Longoria could be seen yelling at himself on the way back to the dugout after that at-bat. He had all of Tropicana Field screaming after the next swing.

"We all understand that we have our backs against the wall," Longoria said. "And it seems like those moments have been fueling us. These are the games that we've really played well in. Although you'd like to be on the other side, maybe we need that right now."

One thing's for sure. When the Rays absolutely, positively need a win, they're getting it -- and in novel ways. They got a little lucky in the eighth inning when three defensive miscues -- not errors -- helped them take a 4-3 lead. The Red Sox didn't cover first base on Desmond Jennings' bunt, an overaggressive Dustin Pedroia inadvertently blocked Stephen Drew on a ground ball up the middle and Mike Napoli couldn't get the ball out of his glove for a play at the plate.

It's not as though the Red Sox screwed up, necessarily. Just that the Rays sneaked through the opening they needed. Even when Fernando Rodney allowed the tying run in the ninth, Maddon dialed up his ice-cream junkie Lobaton, who did what no one is supposed to do against Boston's unbeatable closer, Koji Uehara.

Uehara had not given up a home run in his final 37 appearances of the regular season, a stretch of 40 1/3 innings. The last time it happened was June 30, when Jose Bautista took him deep. So up came Lobaton, who was told by bench coach Dave Martinez to scoot up in the box a bit to maybe help with handling the splitter.

Lobaton followed those instructions, then took a first-pitch fastball for a strike. The next pitch was a splitter, and Lobaton launched it into the Trop's "Touch Tank," only the third player to reach it after Miguel Cabrera and Luis Gonzalez and the first Ray to do so.

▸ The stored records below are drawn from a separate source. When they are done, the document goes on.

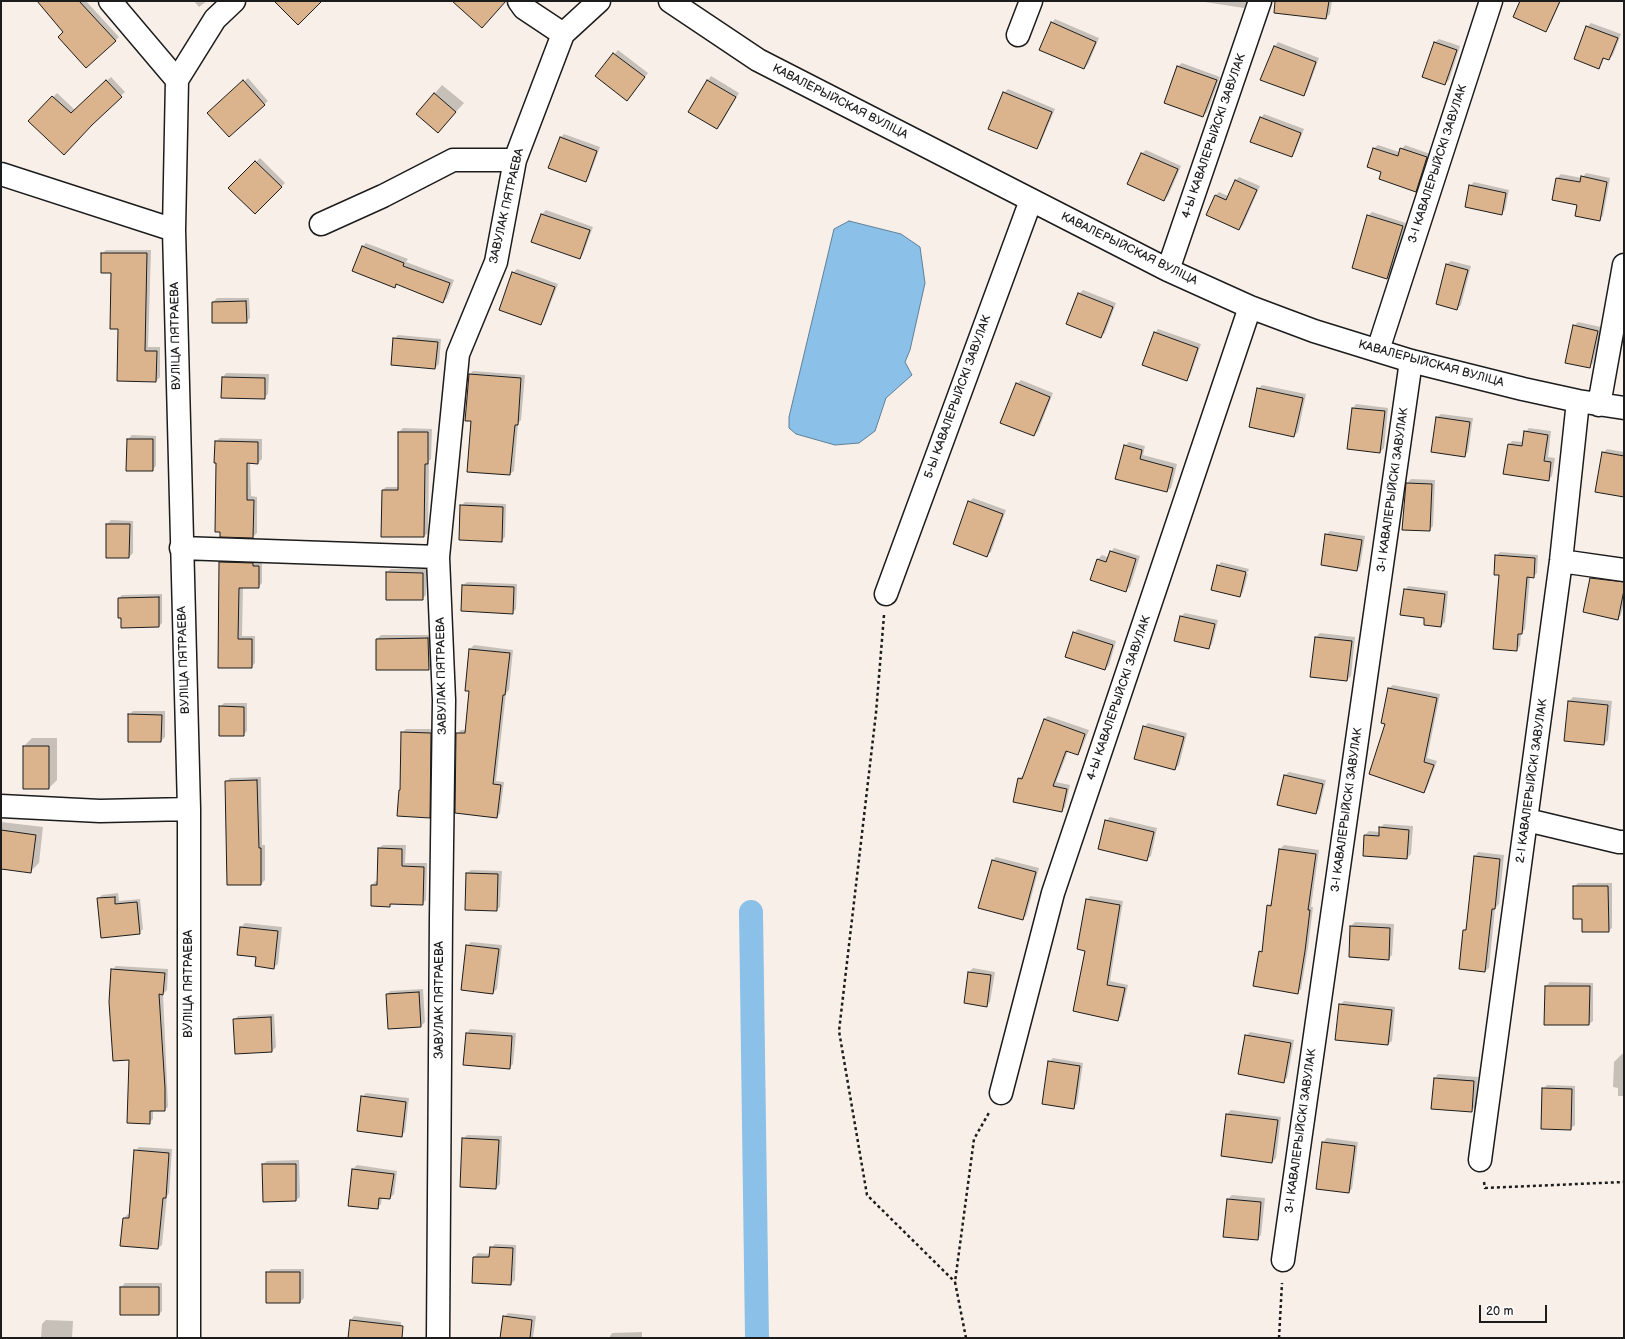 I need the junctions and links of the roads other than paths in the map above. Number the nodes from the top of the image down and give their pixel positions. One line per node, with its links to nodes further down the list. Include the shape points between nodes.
1 (110, 1): 11 (street)
2 (234, 1): 11 (street, via 215,19)
3 (519, 1): 9 (street, via 524,8)
4 (600, 1): 9 (street)
5 (670, 1): 14 (street, КАВАЛЕРЫЙСКАЯ ВУЛІЦА, via 758,60)
6 (1031, 1): 10 (street)
7 (1260, 1): 18 (street, 4-Ы КАВАЛЕРЫЙСКІ ЗАВУЛАК)
8 (1491, 1): 20 (street, 3-І КАВАЛЕРЫЙСКІ ЗАВУЛАК)
9 (563, 34): 12 (street, ЗАВУЛАК ПЯТРАЕВА)
10 (1018, 35)
11 (177, 80): 16 (street, ВУЛІЦА ПЯТРАЕВА)
12 (515, 160): 15 (street, via 453,160); 25 (street, ЗАВУЛАК ПЯТРАЕВА, via 496,262 458,354)
13 (1, 174): 16 (street)
14 (1031, 200): 18 (street, КАВАЛЕРЫЙСКАЯ ВУЛІЦА); 28 (street, 5-Ы КАВАЛЕРЫЙСКІ ЗАВУЛАК)
15 (321, 224)
16 (174, 230): 24 (street, ВУЛІЦА ПЯТРАЕВА)
17 (1624, 265): 22 (street, 2-І КАВАЛЕРЫЙСКІ ЗАВУЛАК)
18 (1168, 270): 19 (street, КАВАЛЕРЫЙСКАЯ ВУЛІЦА)
19 (1250, 307): 20 (street, КАВАЛЕРЫЙСКАЯ ВУЛІЦА, via 1314,331); 33 (street, 4-Ы КАВАЛЕРЫЙСКІ ЗАВУЛАК, via 1053,893)
20 (1378, 350): 21 (street, КАВАЛЕРЫЙСКАЯ ВУЛІЦА)
21 (1411, 361): 22 (street, КАВАЛЕРЫЙСКАЯ ВУЛІЦА); 35 (street, 3-І КАВАЛЕРЫЙСКІ ЗАВУЛАК)
22 (1589, 403): 23 (street, КАВАЛЕРЫЙСКАЯ ВУЛІЦА); 26 (street, 2-І КАВАЛЕРЫЙСКІ ЗАВУЛАК)
23 (1624, 408)
24 (181, 548): 25 (street); 30 (street, ВУЛІЦА ПЯТРАЕВА)
25 (438, 558): 37 (street, ЗАВУЛАК ПЯТРАЕВА, via 444,700)
26 (1561, 561): 27 (street); 31 (street, 2-І КАВАЛЕРЫЙСКІ ЗАВУЛАК)
27 (1624, 570)
28 (886, 594)
29 (1, 806): 30 (street, via 100,810)
30 (189, 808): 36 (street, ВУЛІЦА ПЯТРАЕВА)
31 (1527, 820): 32 (street); 34 (street, 2-І КАВАЛЕРЫЙСКІ ЗАВУЛАК)
32 (1624, 842)
33 (1001, 1093)
34 (1480, 1160)
35 (1283, 1260)
36 (189, 1338)
37 (438, 1338)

"I hear the knock," Maddon said, "and all of a sudden, I look up and the ball is going toward the tank. Nobody hits home runs there. Nobody does. Look at the probability of it, against that pitcher. If you're going to bet some bucks on that, you're going to lose."

But the Rays keep defying the odds. For now, they still have to get by Boston, and all this win did was guarantee them one more game. If it rattled the Red Sox, all the better.

"I'm sure there's an attitude they have nothing to lose," Red Sox manager John Farrell said, "and let it all hang out."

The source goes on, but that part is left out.